23 May 2020

Writing with Tanya: Two Prompts

Female Nude with Green Shawl Seen from Behind - Käthe Kollwitz.png
Female Nude with Green Shawl Seen from Behind - Käthe Kollwitz (1903)
  (1)
 Story Portal Prompt: at what point in your life did you feel least like yourself? How did you get back? 10 mins. Go.

Least like myself?  When most depressed back in the 1990s, I feared melting in tears and despair, so began taking anti-depressants.  I am still on them.  I've tried going off them twice, and each time, it wasn't more than a week before I felt again like there was no reason to get out of bed.  So which is the real me?  The one more in control or the one in a sobbing mush on the mattress?  As a medicated person, I've been able to retire from a non-traditional teaching career that I am both proud of and humble about.  I made it through a losing tenure battle, two moves, and two job changes--which included leaving behind the educational theatre for which my experience and PhD in dramatic arts had prepared me.  As a medicated person, I've become a friend of the truth and of Jesus which led to membership in the Religious society of friends and a life as a poet.  Daily, I feel myself becoming more comfortable.  Is this my self?  It is a self that gives me confidence and peace and only the kind of troubled mind that helps me see what way is opening for me.  I love that.  When I look back at the roles I played through the years, they often seem like separate people--Susans I cannot imagine ever being.  

(2)

Story Portal Prompt:  Dorothy Allison wrote: "Two or three things I know for sure, and one is that I'd rather go naked than wear the coat the world has made for me."
Write a story about going naked rather than wearing a coat the world (or a family member, teacher or culture) made for you.
Try for a beginning/middle and end. Ten minutes. Post if you like.

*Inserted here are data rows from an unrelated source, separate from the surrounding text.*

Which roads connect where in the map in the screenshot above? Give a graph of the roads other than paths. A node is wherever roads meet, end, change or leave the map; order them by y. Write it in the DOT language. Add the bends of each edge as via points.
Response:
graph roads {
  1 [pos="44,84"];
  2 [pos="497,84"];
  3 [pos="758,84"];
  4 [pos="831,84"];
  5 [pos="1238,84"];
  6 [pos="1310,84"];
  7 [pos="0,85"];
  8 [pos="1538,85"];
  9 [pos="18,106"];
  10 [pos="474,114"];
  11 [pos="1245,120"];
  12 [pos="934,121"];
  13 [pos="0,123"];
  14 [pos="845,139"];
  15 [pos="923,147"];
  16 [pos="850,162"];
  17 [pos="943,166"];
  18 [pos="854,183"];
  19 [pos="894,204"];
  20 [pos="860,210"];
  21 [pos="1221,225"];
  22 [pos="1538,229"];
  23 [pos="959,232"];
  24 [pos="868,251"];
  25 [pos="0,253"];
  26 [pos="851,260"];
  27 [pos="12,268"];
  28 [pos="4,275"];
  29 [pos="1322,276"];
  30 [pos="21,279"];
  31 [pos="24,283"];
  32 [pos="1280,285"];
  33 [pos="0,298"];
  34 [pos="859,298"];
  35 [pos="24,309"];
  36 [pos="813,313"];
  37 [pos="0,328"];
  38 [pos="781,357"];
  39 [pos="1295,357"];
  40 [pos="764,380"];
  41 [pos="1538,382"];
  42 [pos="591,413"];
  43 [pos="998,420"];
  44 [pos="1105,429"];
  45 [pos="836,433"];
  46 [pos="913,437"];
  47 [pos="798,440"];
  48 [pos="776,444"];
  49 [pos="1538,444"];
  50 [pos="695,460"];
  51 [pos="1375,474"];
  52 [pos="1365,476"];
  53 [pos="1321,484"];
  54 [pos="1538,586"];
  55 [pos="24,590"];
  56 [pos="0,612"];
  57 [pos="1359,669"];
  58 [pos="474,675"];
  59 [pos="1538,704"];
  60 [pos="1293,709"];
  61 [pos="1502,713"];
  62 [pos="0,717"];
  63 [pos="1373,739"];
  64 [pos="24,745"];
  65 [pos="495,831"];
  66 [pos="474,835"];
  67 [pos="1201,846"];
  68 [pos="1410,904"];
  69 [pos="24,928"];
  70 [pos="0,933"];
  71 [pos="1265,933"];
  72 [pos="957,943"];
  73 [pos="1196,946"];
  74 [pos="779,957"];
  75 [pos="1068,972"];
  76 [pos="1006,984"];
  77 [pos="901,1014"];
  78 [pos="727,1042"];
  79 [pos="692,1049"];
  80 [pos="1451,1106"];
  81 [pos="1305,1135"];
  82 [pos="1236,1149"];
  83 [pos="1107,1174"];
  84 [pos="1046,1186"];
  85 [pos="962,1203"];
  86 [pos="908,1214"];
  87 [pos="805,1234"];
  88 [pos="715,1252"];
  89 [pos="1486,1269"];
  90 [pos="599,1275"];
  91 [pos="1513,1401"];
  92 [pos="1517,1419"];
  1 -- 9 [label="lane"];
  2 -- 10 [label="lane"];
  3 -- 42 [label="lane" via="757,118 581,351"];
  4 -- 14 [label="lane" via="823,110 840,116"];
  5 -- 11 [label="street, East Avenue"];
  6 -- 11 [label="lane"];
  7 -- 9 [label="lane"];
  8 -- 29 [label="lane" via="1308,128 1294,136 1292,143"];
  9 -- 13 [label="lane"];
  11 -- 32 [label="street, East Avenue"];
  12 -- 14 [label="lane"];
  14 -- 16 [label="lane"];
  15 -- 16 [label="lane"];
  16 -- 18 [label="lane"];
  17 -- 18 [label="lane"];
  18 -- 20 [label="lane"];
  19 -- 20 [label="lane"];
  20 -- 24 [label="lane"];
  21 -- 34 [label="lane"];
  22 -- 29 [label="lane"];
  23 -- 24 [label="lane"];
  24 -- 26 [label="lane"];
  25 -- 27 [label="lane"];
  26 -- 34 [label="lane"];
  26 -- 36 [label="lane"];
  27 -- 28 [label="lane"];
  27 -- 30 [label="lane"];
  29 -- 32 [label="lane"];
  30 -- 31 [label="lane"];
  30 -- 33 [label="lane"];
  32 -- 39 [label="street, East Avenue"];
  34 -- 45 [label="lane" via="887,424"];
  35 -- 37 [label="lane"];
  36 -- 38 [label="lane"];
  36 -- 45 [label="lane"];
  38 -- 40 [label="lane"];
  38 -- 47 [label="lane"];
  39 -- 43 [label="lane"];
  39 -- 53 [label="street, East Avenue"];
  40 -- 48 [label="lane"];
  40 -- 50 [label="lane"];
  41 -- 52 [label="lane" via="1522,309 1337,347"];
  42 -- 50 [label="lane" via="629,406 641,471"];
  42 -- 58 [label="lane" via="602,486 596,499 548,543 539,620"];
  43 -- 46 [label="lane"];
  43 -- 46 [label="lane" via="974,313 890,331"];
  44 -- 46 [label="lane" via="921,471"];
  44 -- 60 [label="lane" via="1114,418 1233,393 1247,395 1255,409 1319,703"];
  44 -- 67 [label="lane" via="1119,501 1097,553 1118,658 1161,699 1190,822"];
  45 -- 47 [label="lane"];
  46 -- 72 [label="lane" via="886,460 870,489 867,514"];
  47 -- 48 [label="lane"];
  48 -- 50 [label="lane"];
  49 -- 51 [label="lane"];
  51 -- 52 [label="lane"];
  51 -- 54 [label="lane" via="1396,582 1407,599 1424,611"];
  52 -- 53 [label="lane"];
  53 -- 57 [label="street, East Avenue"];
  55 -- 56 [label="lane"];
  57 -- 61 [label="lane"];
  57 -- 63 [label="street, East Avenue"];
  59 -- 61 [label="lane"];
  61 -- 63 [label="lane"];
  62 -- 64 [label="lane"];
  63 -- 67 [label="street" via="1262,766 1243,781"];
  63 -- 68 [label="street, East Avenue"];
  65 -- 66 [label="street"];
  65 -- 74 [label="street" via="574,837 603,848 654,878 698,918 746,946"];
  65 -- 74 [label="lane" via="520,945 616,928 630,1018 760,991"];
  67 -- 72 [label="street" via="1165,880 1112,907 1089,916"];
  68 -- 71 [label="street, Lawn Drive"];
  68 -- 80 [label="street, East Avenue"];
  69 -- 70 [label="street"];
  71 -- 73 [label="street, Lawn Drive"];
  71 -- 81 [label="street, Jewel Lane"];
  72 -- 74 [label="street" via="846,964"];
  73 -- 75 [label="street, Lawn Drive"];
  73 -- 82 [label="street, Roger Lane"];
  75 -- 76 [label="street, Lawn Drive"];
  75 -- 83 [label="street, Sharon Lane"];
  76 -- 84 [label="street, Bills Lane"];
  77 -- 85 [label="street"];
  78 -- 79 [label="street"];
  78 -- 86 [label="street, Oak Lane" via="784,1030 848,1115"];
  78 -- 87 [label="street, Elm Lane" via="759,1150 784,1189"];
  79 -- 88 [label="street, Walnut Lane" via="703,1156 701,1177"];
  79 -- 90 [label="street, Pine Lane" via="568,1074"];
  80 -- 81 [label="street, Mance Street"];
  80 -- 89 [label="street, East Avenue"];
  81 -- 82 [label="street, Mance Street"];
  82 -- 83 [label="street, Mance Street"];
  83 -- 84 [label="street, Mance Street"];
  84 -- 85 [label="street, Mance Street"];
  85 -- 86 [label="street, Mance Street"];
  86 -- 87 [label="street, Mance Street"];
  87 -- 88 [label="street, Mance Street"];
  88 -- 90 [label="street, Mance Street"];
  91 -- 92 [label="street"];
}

Luckily, most of the roles I have played throughout my life came with their own costumes: daughter, student, hippy radical, wife, editor, organizer, professor, director, teacher--and those are only the offstage roles!  Now, retired, I have my lounge-around look which is another costume.  Which of these were assigned me and which did i choose for myself?  That's a nonsensical question, given the expectations I--and most humans--have internalized about what success at any moment looks like.  That's all part of the narration, and I was never one to rebel against it when other issues were more important.  Going naked may have more to do with naming--choosing to be called Susan rather than Ms. Chast or Dr. Chast.  Just Susan, a small person of no importance.  What do you do?  is the question that most often greets me, and even now I try to answer it.  "I am a writer," I say.  Not,  
I am retired.  I have no political or religious affiliations.  Here I am, just me, a brown-eyed older woman with a wrinkled neck and a slouch, here I am just doing this thing with you.  Let's enjoy this worship, this film, this performance, this dinner, this task.  Let's grin and enjoy (or frown and enjoy) how we pass the time together."
I imagine my companion lingering a little longer, and then looking for me again when we are in the same place. And again.  And again.  But so far, that does not happen. Nor do applying the hooks of story from experience, the normal clothes I try on to impress people.  I tell myself that people make these connections when young classmates.  During those years, I just kept moving on.  And people make those connections in their families, but my brothers and I are very, very different.  Pursuing this line of inquiry makes me sad, so I laugh myself out of it.  I enjoy being a hermit in the company of cats.  I enjoy writing this and that and reading short poems and long novels and not having any demands on my time.  And so I don the clothes of a relaxed stay-at-home or I sit here naked as I wish.  There is no one to make me rush for cover.  I love being naked.  But that, my dear imagined readers, only leads me to another story.